What to work on: Transcribe the listing exactly, leaving out every picture.

Information provided:
+ + + +
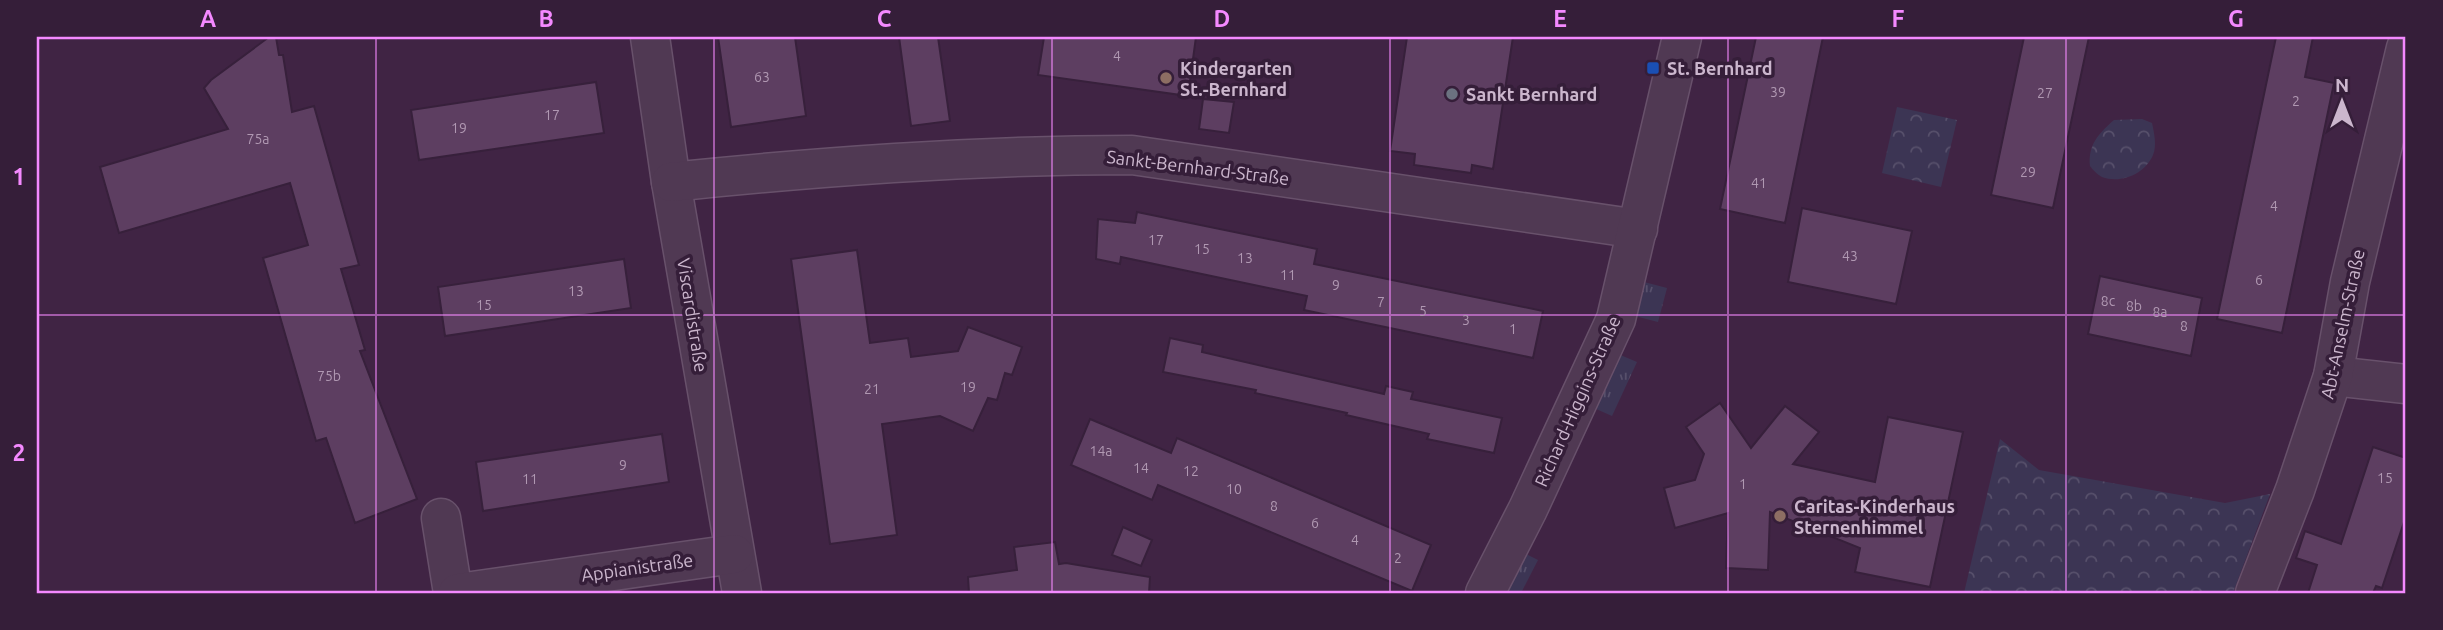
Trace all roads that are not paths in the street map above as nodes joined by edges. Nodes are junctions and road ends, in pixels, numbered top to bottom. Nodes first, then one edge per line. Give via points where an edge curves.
1 (650, 37) edge
2 (1682, 37) edge
3 (2406, 48) edge
4 (671, 182) junction
5 (1637, 229) junction
6 (2333, 376) junction
7 (2406, 384) edge
8 (440, 518) dead end
9 (734, 554) junction
10 (455, 593) edge
11 (742, 593) edge
12 (1485, 593) edge
13 (2255, 593) edge

1 - 4 street, Viscardistraße
2 - 5 street, Richard-Higgins-Straße
3 - 6 street, Abt-Anselm-Straße via 2350,282
4 - 5 street, Sankt-Bernhard-Straße via 848,167 1132,155
4 - 9 street, Viscardistraße
5 - 12 street, Richard-Higgins-Straße via 1616,318
6 - 7 street
6 - 13 street, Abt-Anselm-Straße
8 - 10 street, Appianistraße
9 - 10 street, Appianistraße
9 - 11 street, Viscardistraße

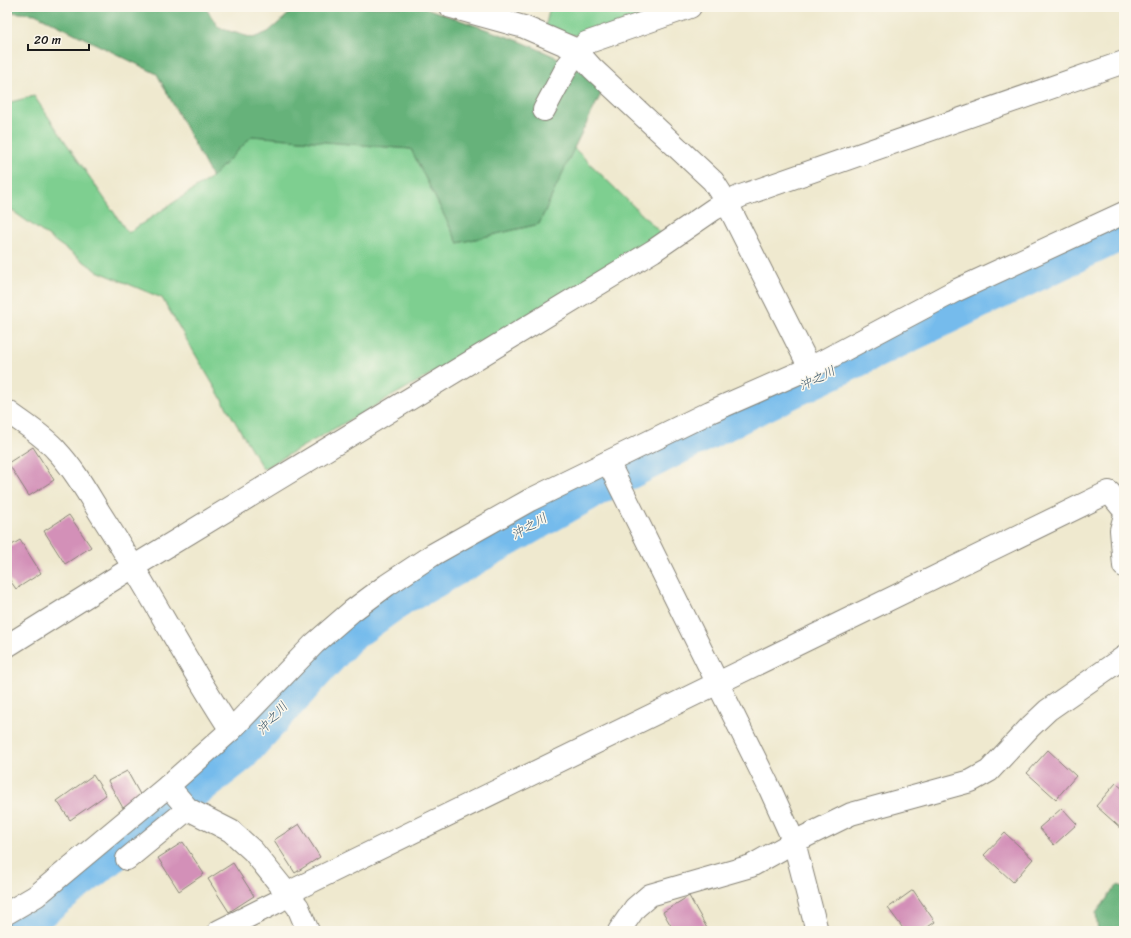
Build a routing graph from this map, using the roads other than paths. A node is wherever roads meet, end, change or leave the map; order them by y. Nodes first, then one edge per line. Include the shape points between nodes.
+ + + +
Response to this task:
Trace all roads that are not paths in the street map above as nodes joined by edges. Nodes are junctions and road ends, in pixels, numbered top to bottom. Nodes first, then one edge per line. Give via points where an edge curves.
1 (650, 37) edge
2 (1682, 37) edge
3 (2406, 48) edge
4 (671, 182) junction
5 (1637, 229) junction
6 (2333, 376) junction
7 (2406, 384) edge
8 (440, 518) dead end
9 (734, 554) junction
10 (455, 593) edge
11 (742, 593) edge
12 (1485, 593) edge
13 (2255, 593) edge

1 - 4 street, Viscardistraße
2 - 5 street, Richard-Higgins-Straße
3 - 6 street, Abt-Anselm-Straße via 2350,282
4 - 5 street, Sankt-Bernhard-Straße via 848,167 1132,155
4 - 9 street, Viscardistraße
5 - 12 street, Richard-Higgins-Straße via 1616,318
6 - 7 street
6 - 13 street, Abt-Anselm-Straße
8 - 10 street, Appianistraße
9 - 10 street, Appianistraße
9 - 11 street, Viscardistraße

Build a routing graph from this map, using the roads other than paths. A node is wherever roads meet, end, change or leave the map; order them by y. Nodes first, then one edge per line. Include the shape points between nodes.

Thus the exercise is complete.